TASK DESCRIPTION =>
Search the data for "change". Return each matching line.

▽

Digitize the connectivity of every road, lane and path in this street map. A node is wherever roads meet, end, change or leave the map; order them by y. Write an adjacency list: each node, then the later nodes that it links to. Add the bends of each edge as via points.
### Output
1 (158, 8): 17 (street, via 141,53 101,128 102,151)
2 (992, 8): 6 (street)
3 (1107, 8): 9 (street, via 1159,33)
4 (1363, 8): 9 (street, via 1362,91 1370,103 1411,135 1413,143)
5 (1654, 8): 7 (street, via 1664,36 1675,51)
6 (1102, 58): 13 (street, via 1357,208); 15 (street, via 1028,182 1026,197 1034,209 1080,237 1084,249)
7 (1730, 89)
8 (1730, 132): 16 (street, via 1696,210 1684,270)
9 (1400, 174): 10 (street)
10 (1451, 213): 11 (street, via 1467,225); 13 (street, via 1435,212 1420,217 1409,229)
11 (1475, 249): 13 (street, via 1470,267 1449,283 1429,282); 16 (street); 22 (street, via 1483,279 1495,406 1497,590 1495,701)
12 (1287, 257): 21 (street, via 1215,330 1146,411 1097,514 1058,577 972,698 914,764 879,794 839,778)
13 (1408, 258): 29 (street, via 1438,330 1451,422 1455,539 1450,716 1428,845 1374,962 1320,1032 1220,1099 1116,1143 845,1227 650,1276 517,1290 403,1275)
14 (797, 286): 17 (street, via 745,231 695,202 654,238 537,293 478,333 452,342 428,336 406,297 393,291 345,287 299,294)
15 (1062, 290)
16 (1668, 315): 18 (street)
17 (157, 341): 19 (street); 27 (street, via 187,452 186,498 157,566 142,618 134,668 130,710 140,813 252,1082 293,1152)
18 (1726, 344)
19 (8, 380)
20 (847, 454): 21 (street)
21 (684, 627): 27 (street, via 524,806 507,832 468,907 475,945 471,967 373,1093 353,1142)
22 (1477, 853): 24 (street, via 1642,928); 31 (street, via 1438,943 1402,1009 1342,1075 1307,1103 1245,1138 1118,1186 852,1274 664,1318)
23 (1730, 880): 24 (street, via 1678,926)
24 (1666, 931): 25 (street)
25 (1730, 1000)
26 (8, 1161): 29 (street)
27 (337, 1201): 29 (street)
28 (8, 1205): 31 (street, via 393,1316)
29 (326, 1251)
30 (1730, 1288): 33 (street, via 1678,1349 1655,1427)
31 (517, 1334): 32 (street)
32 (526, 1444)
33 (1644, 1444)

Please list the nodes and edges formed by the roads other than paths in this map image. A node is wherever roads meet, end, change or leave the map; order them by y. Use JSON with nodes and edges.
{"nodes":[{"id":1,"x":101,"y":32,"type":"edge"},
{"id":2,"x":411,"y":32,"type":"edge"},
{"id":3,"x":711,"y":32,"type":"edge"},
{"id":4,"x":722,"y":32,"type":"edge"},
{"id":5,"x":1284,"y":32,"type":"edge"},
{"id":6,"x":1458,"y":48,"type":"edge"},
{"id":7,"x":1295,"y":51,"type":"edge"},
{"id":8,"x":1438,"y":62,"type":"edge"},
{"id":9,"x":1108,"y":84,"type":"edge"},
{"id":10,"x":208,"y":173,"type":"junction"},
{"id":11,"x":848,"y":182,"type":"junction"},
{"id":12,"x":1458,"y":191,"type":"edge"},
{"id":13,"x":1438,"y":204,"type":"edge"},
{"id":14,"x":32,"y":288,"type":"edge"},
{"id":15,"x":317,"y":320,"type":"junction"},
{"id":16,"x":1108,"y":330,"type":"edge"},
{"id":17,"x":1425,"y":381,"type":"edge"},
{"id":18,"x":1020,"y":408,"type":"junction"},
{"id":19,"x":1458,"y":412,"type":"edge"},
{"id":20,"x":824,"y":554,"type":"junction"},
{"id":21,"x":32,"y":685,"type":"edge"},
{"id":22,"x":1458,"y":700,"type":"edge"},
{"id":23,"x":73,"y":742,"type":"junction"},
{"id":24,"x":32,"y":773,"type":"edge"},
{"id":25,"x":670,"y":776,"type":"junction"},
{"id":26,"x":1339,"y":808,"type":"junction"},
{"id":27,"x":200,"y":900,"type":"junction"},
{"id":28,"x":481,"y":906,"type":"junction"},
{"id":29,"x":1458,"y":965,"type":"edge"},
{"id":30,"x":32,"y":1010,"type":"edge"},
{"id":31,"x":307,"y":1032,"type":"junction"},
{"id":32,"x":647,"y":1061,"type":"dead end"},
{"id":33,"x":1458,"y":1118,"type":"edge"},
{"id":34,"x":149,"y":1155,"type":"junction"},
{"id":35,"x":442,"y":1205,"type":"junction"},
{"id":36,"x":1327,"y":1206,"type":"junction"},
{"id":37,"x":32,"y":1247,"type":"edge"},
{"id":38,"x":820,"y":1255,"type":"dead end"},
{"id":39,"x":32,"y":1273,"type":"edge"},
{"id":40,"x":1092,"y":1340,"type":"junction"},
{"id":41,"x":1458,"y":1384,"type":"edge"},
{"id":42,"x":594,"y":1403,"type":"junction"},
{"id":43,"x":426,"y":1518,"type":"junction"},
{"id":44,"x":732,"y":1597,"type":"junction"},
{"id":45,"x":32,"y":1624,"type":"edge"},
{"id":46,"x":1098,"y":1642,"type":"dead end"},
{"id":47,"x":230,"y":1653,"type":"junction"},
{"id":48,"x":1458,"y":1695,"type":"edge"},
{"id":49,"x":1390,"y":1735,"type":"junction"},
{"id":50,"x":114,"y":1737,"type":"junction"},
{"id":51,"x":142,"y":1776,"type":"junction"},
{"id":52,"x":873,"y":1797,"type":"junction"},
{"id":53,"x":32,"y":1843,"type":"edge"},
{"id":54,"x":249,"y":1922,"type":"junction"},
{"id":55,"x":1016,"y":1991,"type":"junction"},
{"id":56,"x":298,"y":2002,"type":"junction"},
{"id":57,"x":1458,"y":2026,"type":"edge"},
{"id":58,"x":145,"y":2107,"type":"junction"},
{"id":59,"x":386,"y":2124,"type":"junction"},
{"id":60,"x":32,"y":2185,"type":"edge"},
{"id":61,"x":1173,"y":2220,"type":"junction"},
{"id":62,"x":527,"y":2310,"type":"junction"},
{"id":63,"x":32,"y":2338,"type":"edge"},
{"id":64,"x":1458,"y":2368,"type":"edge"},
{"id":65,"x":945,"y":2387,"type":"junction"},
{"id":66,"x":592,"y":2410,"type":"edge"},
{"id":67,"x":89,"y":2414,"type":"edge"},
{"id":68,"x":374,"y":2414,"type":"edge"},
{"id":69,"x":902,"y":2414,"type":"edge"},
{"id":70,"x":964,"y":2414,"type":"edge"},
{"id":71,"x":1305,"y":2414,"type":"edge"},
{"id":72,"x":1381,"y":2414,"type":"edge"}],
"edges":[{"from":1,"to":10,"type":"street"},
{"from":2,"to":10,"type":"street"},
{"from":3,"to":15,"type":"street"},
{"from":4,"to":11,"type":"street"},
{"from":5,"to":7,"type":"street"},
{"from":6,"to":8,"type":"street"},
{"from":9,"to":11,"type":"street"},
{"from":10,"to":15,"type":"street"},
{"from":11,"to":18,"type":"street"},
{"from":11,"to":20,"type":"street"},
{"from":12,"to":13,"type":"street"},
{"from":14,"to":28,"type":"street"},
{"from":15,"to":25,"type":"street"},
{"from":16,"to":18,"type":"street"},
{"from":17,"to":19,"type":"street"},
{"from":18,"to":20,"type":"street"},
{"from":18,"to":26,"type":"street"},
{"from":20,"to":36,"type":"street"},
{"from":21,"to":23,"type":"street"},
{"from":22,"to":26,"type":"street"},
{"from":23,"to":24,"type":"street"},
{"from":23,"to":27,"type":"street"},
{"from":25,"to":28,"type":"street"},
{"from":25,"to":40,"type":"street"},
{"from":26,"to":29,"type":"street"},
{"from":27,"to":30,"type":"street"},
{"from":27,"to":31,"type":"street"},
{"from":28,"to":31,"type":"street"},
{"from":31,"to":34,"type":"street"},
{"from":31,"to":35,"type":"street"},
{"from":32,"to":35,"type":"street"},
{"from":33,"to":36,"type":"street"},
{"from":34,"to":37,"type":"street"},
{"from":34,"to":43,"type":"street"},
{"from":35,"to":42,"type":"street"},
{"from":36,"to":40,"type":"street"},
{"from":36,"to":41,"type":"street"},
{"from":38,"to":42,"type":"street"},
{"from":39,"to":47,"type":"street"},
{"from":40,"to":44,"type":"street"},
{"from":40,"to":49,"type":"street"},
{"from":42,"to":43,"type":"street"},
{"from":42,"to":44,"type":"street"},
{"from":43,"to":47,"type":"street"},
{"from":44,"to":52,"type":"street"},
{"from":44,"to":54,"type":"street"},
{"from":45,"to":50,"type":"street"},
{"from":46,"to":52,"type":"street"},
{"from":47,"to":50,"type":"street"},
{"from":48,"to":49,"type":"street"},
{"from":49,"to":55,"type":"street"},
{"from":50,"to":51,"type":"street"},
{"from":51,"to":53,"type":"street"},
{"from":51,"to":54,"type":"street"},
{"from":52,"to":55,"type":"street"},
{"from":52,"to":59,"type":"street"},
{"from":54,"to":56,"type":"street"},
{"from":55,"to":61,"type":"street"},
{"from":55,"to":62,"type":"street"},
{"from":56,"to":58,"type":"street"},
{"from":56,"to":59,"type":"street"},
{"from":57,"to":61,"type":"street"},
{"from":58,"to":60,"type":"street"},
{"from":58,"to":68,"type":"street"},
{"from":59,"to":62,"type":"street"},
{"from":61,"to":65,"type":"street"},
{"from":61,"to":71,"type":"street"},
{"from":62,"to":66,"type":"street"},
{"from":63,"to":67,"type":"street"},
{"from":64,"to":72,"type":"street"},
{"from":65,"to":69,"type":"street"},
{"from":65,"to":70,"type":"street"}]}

△

ANSWER =>
Digitize the connectivity of every road, lane and path in this street map. A node is wherever roads meet, end, change or leave the map; order them by y. Write an adjacency list: each node, then the later nodes that it links to. Add the bends of each edge as via points.
Please list the nodes and edges formed by the roads other than paths in this map image. A node is wherever roads meet, end, change or leave the map; order them by y. Use JSON with nodes and edges.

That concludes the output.